Those lines of the records that contain "Нифантова" are to be located and copied.

(Collection entries)
···

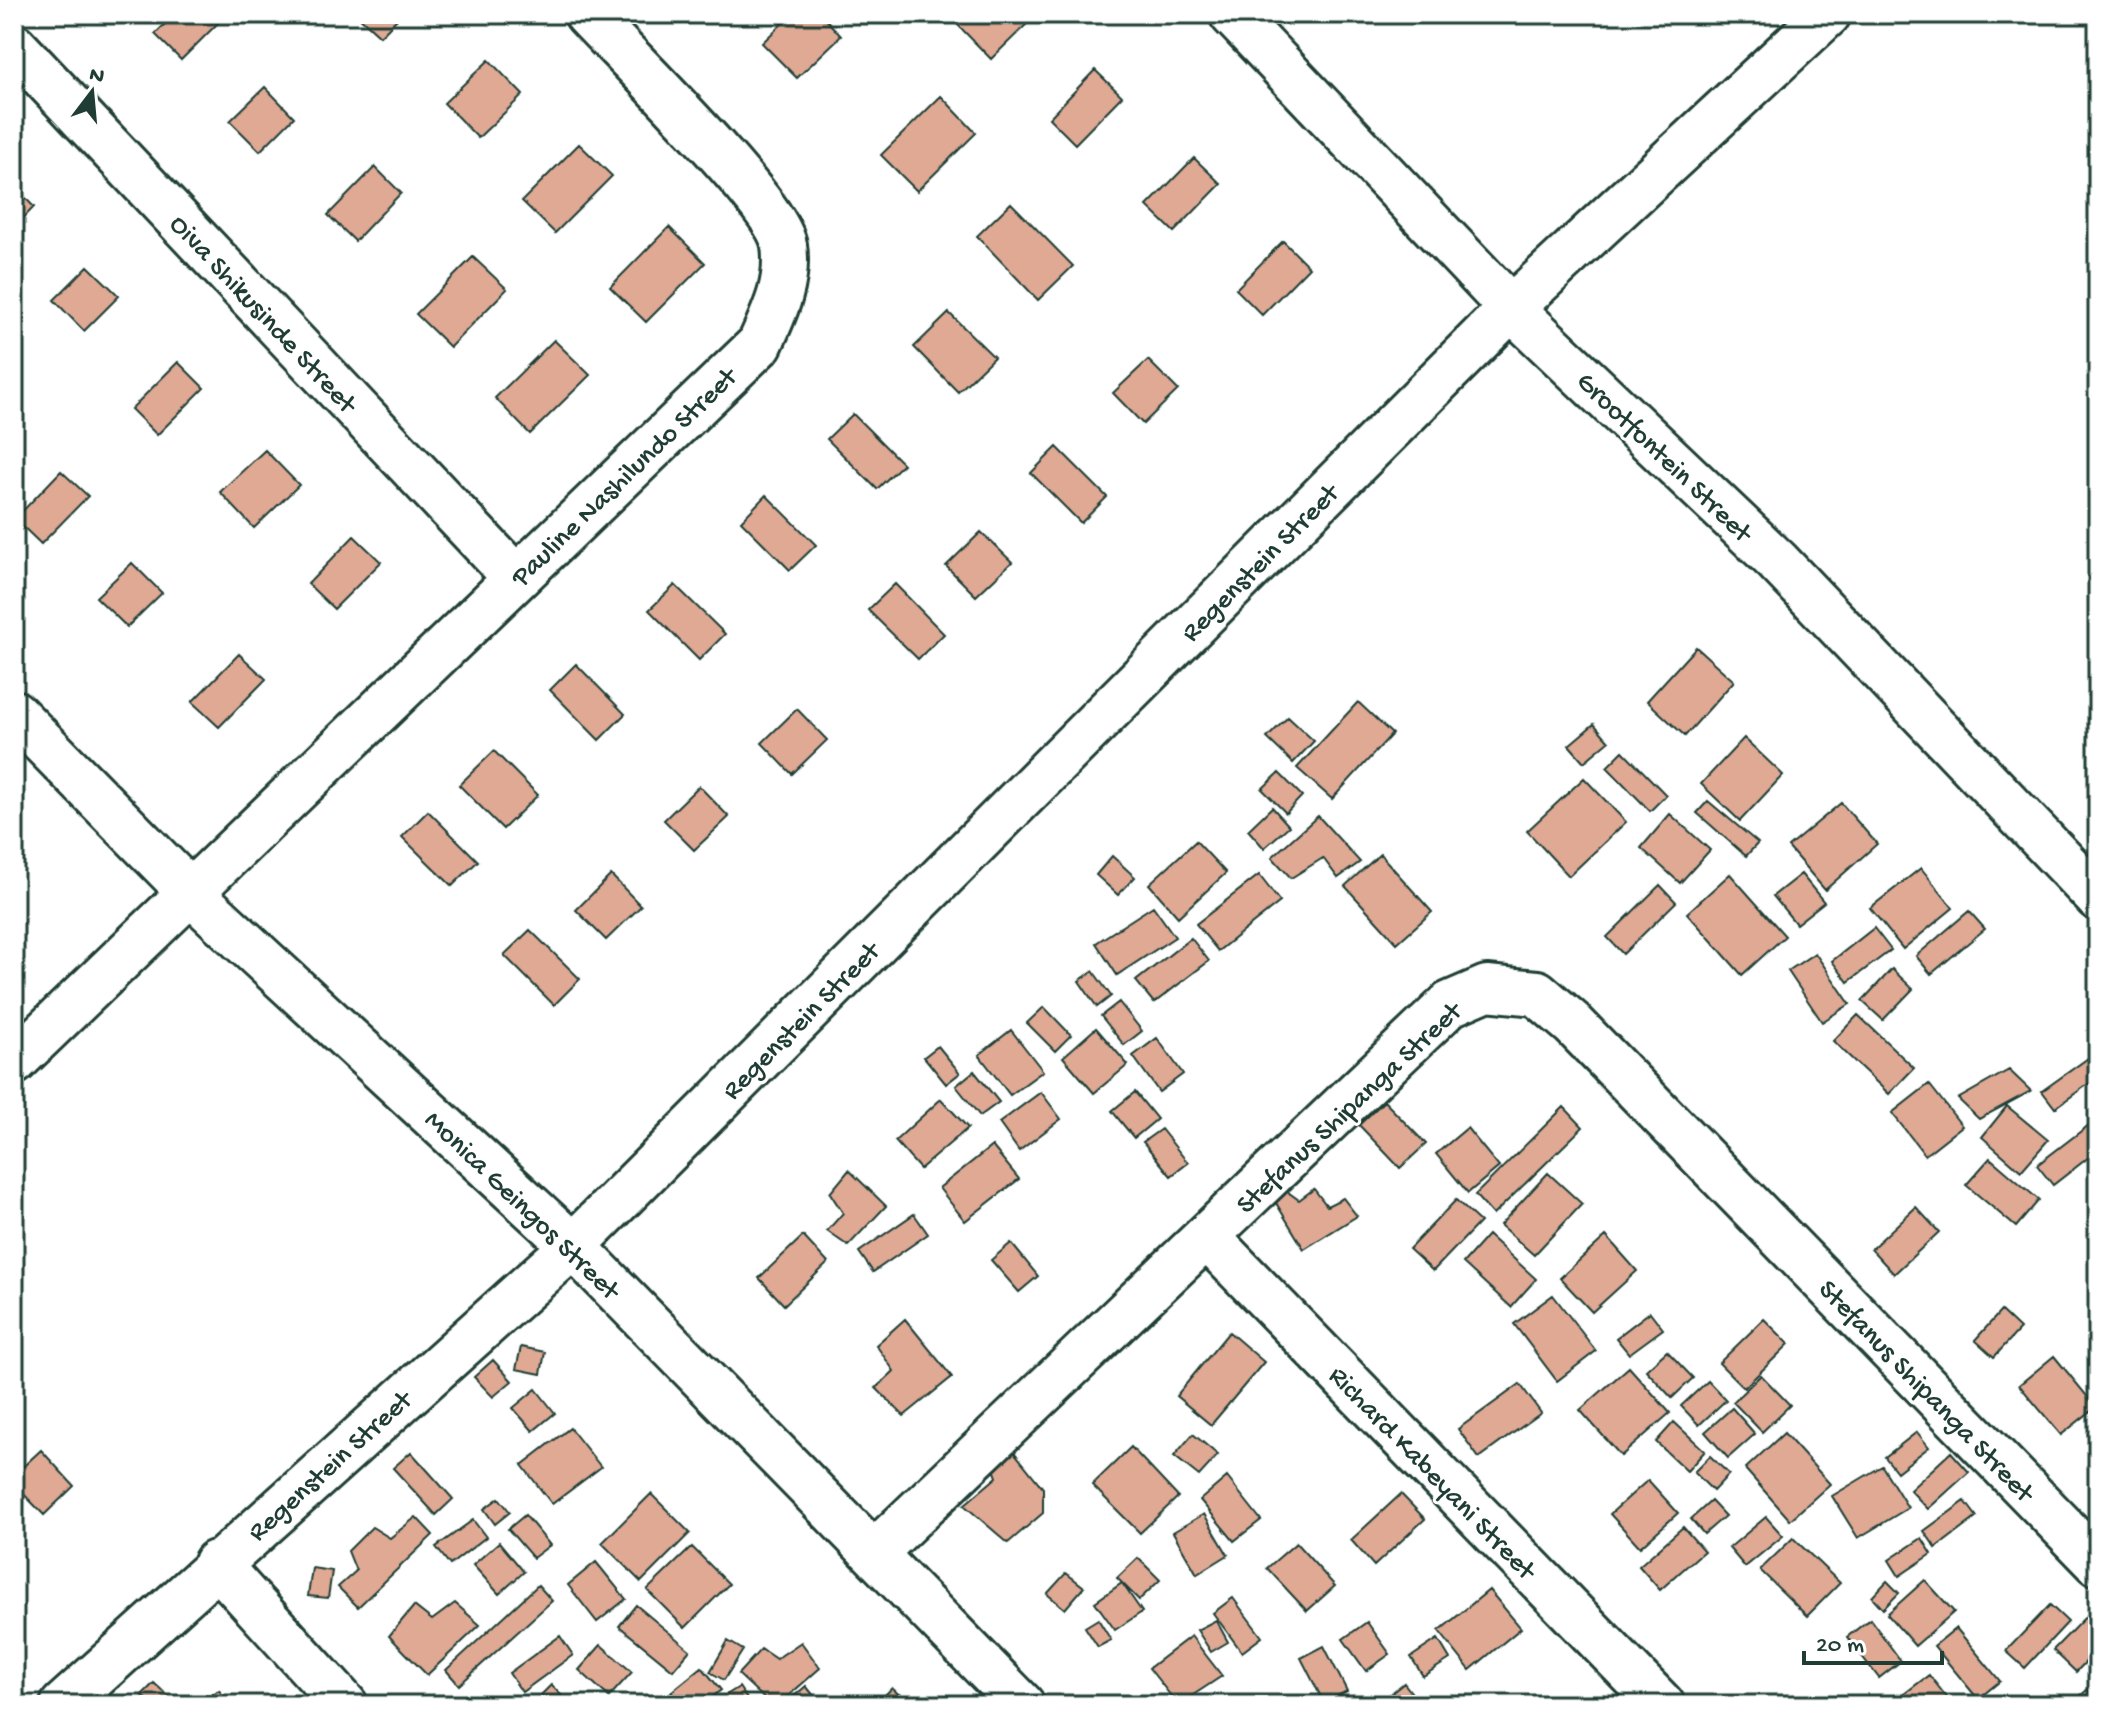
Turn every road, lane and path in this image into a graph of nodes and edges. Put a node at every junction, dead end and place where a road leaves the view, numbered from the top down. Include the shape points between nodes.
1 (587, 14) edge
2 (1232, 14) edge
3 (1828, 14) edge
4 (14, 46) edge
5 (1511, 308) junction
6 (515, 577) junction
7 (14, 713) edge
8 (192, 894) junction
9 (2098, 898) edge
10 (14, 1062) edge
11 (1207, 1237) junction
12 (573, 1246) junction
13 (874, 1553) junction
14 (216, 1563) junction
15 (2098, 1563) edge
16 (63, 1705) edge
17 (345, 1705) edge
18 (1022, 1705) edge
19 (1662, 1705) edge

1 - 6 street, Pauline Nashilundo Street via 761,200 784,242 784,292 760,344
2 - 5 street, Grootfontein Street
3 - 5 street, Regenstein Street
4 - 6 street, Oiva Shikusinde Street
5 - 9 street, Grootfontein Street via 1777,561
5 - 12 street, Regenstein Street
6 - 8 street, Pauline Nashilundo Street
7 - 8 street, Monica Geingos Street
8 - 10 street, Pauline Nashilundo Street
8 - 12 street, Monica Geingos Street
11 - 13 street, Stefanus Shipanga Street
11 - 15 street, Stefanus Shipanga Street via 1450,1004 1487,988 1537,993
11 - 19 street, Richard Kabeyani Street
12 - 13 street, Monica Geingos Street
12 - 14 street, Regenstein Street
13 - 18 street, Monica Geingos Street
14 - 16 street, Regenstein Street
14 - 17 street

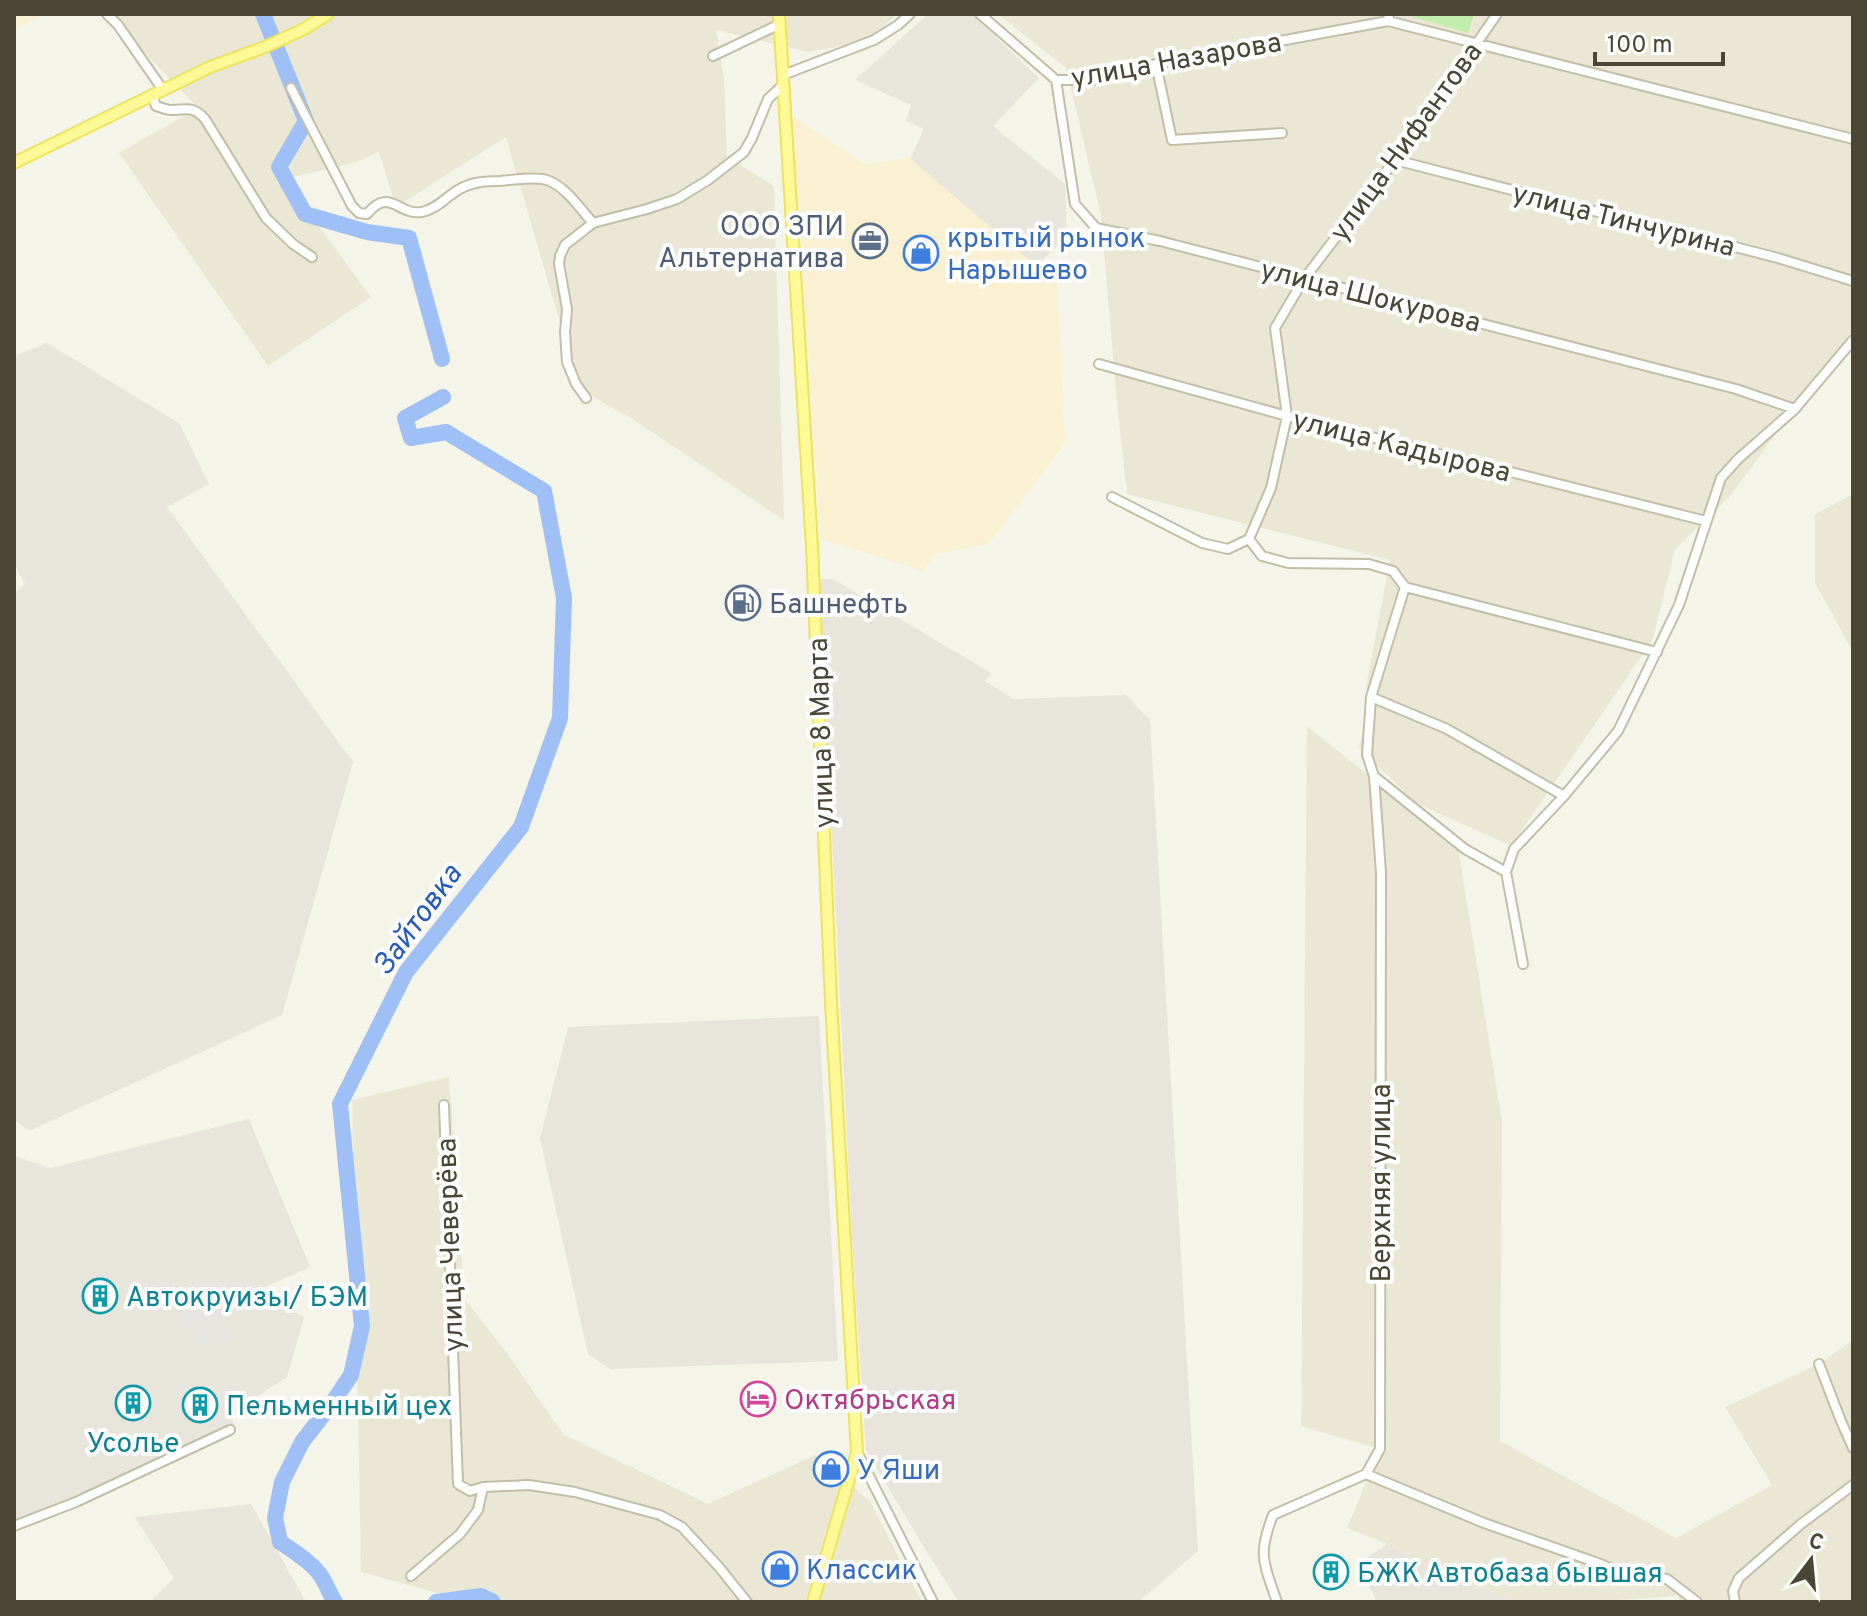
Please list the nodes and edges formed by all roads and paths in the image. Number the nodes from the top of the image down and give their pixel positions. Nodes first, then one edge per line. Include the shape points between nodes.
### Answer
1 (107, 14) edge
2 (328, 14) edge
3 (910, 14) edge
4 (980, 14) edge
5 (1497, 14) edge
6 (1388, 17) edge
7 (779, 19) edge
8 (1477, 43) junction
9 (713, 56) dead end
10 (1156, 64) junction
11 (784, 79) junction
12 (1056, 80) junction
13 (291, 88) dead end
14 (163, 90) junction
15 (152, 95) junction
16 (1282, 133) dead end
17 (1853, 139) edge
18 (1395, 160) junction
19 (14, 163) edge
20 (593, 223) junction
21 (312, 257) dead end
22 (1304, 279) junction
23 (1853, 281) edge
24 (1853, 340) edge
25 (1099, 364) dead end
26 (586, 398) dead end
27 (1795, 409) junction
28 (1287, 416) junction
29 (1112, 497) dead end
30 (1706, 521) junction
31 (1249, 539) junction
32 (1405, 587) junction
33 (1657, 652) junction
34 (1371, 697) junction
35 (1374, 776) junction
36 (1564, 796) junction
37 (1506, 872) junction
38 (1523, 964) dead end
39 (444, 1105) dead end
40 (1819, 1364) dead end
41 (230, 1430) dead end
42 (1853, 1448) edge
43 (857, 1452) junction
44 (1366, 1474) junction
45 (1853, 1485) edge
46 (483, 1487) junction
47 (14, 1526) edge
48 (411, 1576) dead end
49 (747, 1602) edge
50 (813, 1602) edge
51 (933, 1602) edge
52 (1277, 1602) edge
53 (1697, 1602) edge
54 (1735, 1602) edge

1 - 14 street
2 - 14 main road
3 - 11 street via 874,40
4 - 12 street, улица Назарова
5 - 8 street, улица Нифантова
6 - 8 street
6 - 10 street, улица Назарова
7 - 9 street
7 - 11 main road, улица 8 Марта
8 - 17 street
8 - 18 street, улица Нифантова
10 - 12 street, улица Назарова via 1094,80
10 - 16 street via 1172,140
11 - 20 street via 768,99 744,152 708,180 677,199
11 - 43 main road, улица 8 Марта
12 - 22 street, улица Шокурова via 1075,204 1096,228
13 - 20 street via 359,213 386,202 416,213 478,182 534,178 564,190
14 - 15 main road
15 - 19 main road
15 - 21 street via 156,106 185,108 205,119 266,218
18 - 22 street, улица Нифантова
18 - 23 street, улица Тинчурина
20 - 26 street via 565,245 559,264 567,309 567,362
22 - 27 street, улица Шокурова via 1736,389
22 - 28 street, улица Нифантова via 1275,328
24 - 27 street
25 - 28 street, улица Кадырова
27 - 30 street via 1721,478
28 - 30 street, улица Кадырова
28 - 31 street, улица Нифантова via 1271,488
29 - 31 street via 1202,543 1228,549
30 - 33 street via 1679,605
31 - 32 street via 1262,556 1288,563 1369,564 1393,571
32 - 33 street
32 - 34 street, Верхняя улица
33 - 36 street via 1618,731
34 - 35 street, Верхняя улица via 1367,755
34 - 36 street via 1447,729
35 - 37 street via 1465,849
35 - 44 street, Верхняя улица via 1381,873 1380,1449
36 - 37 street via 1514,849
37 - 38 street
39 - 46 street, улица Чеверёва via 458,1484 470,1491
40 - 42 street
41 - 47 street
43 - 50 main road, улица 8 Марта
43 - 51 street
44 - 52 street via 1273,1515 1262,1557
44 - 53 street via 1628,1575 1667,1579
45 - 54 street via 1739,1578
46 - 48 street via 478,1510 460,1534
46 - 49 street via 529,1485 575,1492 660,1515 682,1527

···

- [ANSWER TO THIS EXERCISE]:
5 - 8 street, улица Нифантова
8 - 18 street, улица Нифантова
18 - 22 street, улица Нифантова
22 - 28 street, улица Нифантова via 1275,328
28 - 31 street, улица Нифантова via 1271,488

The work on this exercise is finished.